→ **WHAT IS EXPECTED**: Work through the data below and give the number of lines holding "that", nothing more.

→ **RECORDS SUPPLIED**:
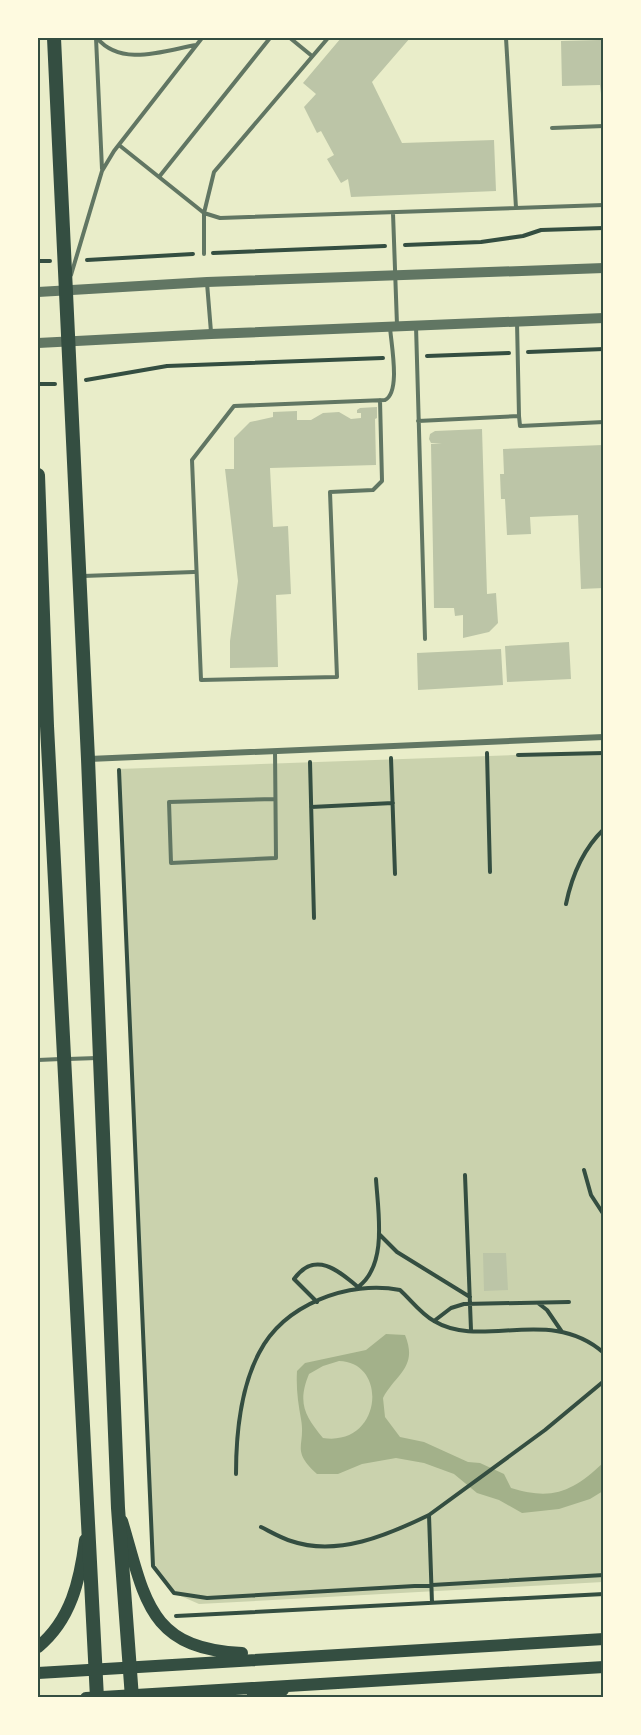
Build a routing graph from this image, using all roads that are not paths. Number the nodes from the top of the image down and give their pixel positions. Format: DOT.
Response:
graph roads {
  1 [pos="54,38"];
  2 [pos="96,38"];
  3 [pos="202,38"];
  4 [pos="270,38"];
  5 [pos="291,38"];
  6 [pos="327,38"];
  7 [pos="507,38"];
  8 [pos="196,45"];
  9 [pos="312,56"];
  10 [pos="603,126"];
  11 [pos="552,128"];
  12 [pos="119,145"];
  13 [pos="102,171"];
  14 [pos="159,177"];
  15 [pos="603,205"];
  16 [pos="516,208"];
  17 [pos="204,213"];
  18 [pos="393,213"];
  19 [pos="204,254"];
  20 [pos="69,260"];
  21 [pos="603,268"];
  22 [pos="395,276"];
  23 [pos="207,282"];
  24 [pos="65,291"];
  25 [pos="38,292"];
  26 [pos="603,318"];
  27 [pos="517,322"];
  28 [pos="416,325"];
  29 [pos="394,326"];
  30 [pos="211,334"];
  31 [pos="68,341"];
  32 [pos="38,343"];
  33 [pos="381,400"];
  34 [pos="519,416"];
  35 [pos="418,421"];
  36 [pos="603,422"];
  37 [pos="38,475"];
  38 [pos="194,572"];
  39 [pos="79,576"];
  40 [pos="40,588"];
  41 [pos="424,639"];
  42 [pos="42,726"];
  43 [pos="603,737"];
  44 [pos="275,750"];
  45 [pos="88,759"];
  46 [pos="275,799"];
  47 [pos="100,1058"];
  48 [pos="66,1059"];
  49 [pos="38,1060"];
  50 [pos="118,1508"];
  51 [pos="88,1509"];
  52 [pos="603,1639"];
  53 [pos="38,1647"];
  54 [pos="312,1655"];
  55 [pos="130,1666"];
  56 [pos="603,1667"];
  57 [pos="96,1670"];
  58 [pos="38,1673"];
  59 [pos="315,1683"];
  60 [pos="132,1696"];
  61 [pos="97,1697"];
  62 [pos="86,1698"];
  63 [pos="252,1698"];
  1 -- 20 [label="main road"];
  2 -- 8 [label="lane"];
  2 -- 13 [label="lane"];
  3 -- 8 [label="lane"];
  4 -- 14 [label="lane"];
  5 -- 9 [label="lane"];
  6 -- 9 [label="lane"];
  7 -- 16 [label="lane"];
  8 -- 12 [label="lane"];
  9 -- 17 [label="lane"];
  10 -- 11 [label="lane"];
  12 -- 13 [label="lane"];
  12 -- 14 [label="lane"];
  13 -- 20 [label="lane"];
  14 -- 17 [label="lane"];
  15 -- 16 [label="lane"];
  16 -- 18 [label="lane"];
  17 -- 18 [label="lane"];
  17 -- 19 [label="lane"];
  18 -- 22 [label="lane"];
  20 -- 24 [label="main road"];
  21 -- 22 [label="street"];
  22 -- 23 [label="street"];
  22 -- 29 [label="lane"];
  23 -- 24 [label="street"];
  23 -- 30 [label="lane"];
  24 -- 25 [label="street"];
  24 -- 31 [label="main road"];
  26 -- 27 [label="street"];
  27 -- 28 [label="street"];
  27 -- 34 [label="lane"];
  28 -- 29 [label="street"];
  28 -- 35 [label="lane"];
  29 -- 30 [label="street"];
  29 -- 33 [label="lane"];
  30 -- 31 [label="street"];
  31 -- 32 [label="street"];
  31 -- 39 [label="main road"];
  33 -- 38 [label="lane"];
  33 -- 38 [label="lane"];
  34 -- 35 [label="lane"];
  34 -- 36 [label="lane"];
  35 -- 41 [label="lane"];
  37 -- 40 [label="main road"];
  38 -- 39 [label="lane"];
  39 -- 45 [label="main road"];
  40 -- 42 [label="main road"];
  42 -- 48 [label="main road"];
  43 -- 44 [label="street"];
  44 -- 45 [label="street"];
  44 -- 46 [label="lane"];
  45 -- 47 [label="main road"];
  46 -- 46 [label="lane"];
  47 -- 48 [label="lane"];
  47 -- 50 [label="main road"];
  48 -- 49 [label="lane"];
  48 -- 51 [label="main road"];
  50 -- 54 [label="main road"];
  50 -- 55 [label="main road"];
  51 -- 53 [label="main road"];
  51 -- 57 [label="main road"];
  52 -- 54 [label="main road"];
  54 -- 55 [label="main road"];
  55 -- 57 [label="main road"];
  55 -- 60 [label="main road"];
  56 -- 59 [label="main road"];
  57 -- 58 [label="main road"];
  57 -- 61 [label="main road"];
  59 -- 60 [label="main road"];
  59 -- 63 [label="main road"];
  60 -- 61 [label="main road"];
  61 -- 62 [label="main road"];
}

* * *

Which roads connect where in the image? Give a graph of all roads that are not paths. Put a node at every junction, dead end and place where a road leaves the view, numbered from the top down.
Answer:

→ **ANSWER TO THIS PROBLEM**: 2